Hoy regreso, tres años después de mi primera visita, al restaurante Jara Sushi Omakase, de los hermanos Jara, situado en la calle Pàdua, en el barrio del Putxet. Leo en diferentes reseñas estos días que el restaurante abrió hace un año y no es del todo cierto, ya que la primera reseña de la Gourmetería la publicamos en septiembre de 2023 y, por cierto, la terminábamos así: “En Jara Sushi encontramos una técnica impecable, un estilo propio y un producto salvaje”. Por lo tanto, estaríamos hablando de que hace casi tres años que abrieron sus puertas como Jara Sushi, aunque es cierto que durante este tiempo han cambiado de local, pero unos metros más allá de donde estaba el primer local, en la misma calle Pàdua. Para quien no haya conocido el Jara Sushi, os diré que era muy pequeño, apenas cabían doce personas; ahora, sin embargo, en el nuevo local caben una veintena larga de comensales entre la barra que rodea la cocina y las cuatro mesas. Pero lo más importante es que el proyecto se ha consolidado, sin duda, como la barra omakase con los mejores sushis de la ciudad, pero ojo, no lo contéis mucho, no sea que nos encontremos el local lleno cuando llamemos para reservar, aunque actualmente, y según me comenta Robby, llenan cada día incluso los dos turnos.
Para ponernos al día, los hermanos Robby y Jonathan Jara son chilenos y nacidos en la pintoresca ciudad de Valparaíso, conocida también como la joya del Pacífico, y una ciudad de visita obligatoria si estás dando vueltas por el país de los poetas. Pues bien, con un pasado ligado a la hostelería —Robby fue director de operaciones del grupo Pantea y Jonathan, chef ejecutivo de las cooperativas Suma—, deciden después de la pandemia abrir en Barcelona su proyecto más personal para ofrecer a los clientes aquello que tan bien saben hacer, que es hacer feliz a la gente con su propuesta, aparcando así definitivamente todos los proyectos que tenían entonces entre manos.

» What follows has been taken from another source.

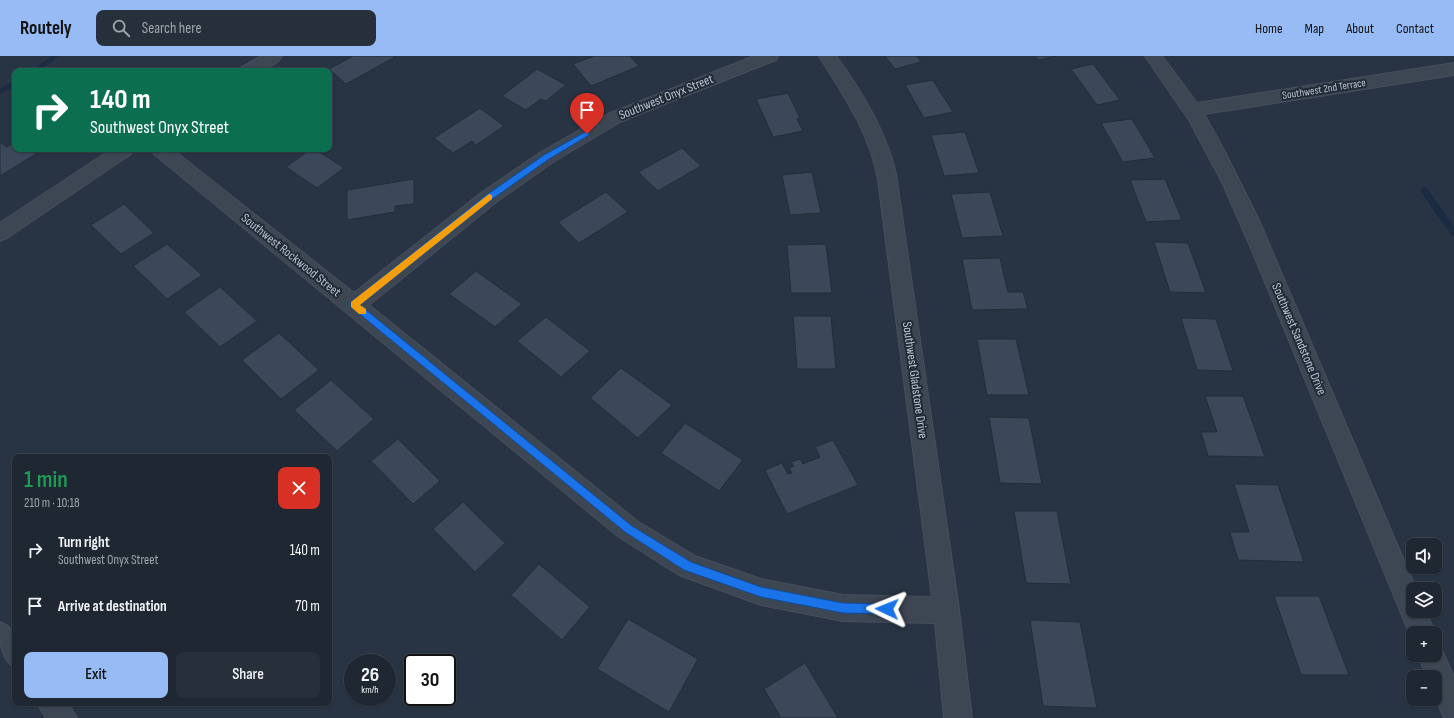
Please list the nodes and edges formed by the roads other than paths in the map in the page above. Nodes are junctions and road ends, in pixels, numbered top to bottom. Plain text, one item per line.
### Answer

Una vez sentado en la barra justo delante del chef para no perder detalle, me muestra el cajón del pescado salvaje y me llenan la copa de Leopardi, el conocido Corpinnat de las bodegas Llopart, elegante y delicado, que me ventilo con el primer bocado, que es una ostra con gamba, ponzu, ikura y caviar igualmente delicada.
Continuo con un hamachi japonés con salsa ponzu, mizuna, cebollino, trufa de invierno y guindilla que me alerta de la necesidad de estar bien despierto y no despistarme durante la comida, para así disfrutar de cada bocado dentro de esta casa donde los sueños se hacen realidad.
Tienen una carta de sakes muy exclusivos; aun así, Jonathan, en un perfecto catalán, me ofrece un sake que tienen fuera de carta. Es el Izumibashi Daiginjo 50, con un aroma intenso pero equilibrado y una dulzura suave que nos enamora desde el primer sorbo; fíjate que decido que me acompañará durante toda la cena.
A continuación aparecen un tataki de ventresca de atún marcado a la robata y con salsa wafu, el futomaki spicy de aguacate, tenkatsu, cebollino, sésamo y guindilla y el sashimi de lubina, erizo de mar gallego, calamar, chutoro y caviar. La cosa es un no parar donde el dominio de la técnica y su definición quedan bien patentes, pero la calidad de los productos también.
Los hermanos Jara te ofrecen una técnica impecable, un estilo propio y un producto salvaje que los posiciona indudablemente en lo más alto del podio de los restaurantes japoneses de la ciudad
Aparecen unos sashimis de lubina, calamar y chutoro con vieira y caviar. La tostada de pan de mantequilla con tartar de ventresca, caviar beluga y flor de sisho es una maravilla. Igual que lo son los nigiris que te prepara Jonathan ante ti con mucho amor; es un auténtico especialista, y es un lujo poder verlo con los propios ojos. Encuentro increíbles los de lubina, calamar, gamba roja y chutoro.
Cierro la comida con un temaki de atún con caviar y una sopa de miso con bogavante que es suculenta. Finalizar la comida con una sopa bien caliente es una costumbre japonesa que bien podríamos adoptar en casa, donde tanto nos gusta la sopa.
En cuanto a los postres, es interesante la crema catalana con infusión de yuzu que ya probé en mi primera visita y que, como imagináis, es un guiño a la cocina catalana de toda la vida.
Me despido satisfecho de los jóvenes hermanos Jara hasta la próxima visita, que espero que sea muy pronto, felicitándolos efusivamente por este viaje a la esencia de la cocina japonesa del que me han hecho partícipe y por el nivel de cocina alcanzado desde su apertura, que los posiciona indudablemente en lo más alto del podio de los restaurantes japoneses de la ciudad. ¡Enhorabuena!